Article in The Australian. Note the comments re Namibia being a 2nd string project which they'll get up and running after Wonarah. Will be interesting to see what implications that has for the JV and whether UCL makes a comment.
----
Tim Boreham | March 05, 2009
Article from: The Australian
HERE'S a takeover situation more tight than a Tassie family renuion - but we can see the big-picture rationale behind the play.
Minemakers this morning launched its offer of one of its shares for every ten Bonaparte shares, valuing the latter at circa $7 million. A few minutes earlier Bonaparte surrendered its diamond ambitions by ditching alluvial diamond mining operation off the Namibian coast.
With the sparkle vanishing from the diamond market, Bonaparte for some months has been shifting its rhetoric to the potential of its 42.5 per cent owned marine phosphate deposit in the same area, boasting a JORC-compliant 196 million tonnes at 15.8 per cent purity.
The takeover makes for a boardroom scenario in that the companies each have five directors, three of who are common (Bonaparte chairman Ted Ellyard, Minemakers CEO Andrew Drummond and Minemakers finance director Dennis Wilkins).

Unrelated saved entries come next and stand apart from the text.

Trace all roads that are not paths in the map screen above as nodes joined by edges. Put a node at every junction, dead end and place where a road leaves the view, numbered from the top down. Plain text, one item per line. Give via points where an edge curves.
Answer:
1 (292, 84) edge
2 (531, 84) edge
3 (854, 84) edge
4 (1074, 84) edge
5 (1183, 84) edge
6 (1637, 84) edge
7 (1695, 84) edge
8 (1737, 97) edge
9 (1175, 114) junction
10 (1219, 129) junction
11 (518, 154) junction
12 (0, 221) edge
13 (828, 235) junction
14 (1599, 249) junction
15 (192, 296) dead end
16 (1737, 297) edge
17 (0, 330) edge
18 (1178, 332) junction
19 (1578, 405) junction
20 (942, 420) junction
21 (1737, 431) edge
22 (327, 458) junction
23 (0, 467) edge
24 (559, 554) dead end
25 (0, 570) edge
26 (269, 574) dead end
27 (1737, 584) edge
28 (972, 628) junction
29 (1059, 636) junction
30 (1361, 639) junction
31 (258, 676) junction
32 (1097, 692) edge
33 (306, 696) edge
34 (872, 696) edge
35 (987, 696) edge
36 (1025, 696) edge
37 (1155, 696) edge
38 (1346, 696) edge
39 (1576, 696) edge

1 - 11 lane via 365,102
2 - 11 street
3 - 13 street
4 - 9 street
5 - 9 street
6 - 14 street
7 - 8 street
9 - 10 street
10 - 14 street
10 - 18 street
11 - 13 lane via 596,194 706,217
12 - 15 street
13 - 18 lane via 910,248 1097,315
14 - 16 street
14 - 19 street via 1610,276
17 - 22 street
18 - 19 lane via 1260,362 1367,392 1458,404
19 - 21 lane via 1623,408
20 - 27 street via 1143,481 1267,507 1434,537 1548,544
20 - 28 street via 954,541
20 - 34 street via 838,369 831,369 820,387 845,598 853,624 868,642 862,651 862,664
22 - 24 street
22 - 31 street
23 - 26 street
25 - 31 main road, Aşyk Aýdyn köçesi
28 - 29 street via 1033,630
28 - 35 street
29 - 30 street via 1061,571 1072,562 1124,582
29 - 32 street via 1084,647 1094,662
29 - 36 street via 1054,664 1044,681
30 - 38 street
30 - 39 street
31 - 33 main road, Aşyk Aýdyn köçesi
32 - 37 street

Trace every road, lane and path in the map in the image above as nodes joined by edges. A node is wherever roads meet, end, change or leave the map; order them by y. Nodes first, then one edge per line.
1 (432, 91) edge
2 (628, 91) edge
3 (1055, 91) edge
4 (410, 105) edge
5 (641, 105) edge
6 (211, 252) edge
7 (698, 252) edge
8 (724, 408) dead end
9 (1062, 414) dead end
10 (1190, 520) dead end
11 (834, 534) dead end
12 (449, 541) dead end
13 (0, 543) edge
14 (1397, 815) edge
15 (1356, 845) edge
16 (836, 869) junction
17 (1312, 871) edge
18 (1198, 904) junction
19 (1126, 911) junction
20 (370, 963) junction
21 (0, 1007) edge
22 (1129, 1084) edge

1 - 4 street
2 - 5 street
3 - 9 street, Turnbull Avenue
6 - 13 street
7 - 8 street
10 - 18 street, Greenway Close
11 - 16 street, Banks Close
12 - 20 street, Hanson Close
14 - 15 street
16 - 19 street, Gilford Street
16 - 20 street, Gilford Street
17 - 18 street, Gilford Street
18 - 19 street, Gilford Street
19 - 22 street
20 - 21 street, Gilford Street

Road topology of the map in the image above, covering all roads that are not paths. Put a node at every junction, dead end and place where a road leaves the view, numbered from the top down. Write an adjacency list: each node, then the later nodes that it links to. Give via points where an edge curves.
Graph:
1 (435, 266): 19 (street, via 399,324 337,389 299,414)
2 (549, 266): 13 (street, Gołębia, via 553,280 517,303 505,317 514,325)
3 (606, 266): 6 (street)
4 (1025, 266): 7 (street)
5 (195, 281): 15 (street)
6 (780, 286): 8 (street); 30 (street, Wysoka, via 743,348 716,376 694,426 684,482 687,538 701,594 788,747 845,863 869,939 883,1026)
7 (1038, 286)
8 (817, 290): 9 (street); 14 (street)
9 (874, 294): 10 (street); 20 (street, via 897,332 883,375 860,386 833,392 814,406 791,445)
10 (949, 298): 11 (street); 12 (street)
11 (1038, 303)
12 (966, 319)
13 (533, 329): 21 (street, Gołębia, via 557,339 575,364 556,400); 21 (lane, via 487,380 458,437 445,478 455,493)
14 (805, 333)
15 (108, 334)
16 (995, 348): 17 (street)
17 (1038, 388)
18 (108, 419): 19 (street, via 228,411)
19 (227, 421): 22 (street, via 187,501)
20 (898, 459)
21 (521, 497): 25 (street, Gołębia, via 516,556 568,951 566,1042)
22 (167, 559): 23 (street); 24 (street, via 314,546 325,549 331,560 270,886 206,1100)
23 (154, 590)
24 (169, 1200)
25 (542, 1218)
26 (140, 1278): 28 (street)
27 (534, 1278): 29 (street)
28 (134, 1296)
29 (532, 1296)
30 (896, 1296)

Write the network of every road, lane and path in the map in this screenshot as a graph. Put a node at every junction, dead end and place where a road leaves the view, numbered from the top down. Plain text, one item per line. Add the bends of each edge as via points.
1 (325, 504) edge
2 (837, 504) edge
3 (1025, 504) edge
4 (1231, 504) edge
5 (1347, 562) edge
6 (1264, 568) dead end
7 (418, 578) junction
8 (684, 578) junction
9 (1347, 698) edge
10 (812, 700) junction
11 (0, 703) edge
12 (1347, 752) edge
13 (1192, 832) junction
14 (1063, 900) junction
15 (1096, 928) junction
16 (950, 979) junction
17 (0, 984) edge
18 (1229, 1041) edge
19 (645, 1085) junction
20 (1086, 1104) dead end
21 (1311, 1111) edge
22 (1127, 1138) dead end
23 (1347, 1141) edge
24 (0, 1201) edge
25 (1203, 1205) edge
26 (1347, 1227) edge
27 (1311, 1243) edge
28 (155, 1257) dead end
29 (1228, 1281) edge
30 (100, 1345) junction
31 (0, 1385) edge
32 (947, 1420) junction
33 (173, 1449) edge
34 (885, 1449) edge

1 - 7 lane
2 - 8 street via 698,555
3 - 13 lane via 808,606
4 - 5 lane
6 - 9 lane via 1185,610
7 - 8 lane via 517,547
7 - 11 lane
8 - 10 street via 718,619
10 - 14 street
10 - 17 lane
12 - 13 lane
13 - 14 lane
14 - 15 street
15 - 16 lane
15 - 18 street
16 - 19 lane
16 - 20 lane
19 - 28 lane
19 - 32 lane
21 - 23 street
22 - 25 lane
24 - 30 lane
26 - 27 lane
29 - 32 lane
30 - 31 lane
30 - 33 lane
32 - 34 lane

Drummond says the merger aims to provide a second-string project after Minemakers gets its 460 million tonnes Wonarah project in the NT up and running.
“We believe we can raise the capital we need to get Wonarah into production next year,'' Drummond says. “We'll then use the money to get going in Namibia as an entirely second front.''
While accessing a submarine commodity sounds inherently more expensive than onshore mining, Drummond says it's just a matter of dredging the stuff up and sending it for processing. Unlike rock phosphate it doesn't need crushing and possibly may not require beneficiation.
Firstly, though, Minemakers needs to find $107 million of capital for Wonarah, at a time when fertiliser prices have dramatically reversed.
Drummond says the going rate of circa $US250 a tonne compares with Wonarah's projected cash costs of $US100 a tonne.
The Minemakers' offer values Bonaparte shares at 4.15c, a less than compelling discount to the 5.5c going rate. But excluding a $50 trade which pushed the target's shares up earlier in the week, the offer is at a 14 per cent premium to the 30 day weighted price.
Bonaparte holders - including some UK insto groupies impressed with Ellyard's record as head of Hardman Resources - can decide for themselves. But we reckon they might as well pool resources into a super-phosphate play.
Drummond says Bonaparte is not “on the bones of its bum'', but with a dwindling share price and only $2 million of cash it's Waterloo time.
Bonaparte investors should "hold". Minemakers is a "speculative buy".
[email protected]
The Australian accepts no responsibility for stock recommendations. The author does not hold an interest in any of the stocks mentioned.Readers should contact a licensed financial adviser.
BON
bonaparte diamond mines nl
Article in The Australian. Note the comments re Namibia being a...
Add to My Watchlist
What is My Watchlist?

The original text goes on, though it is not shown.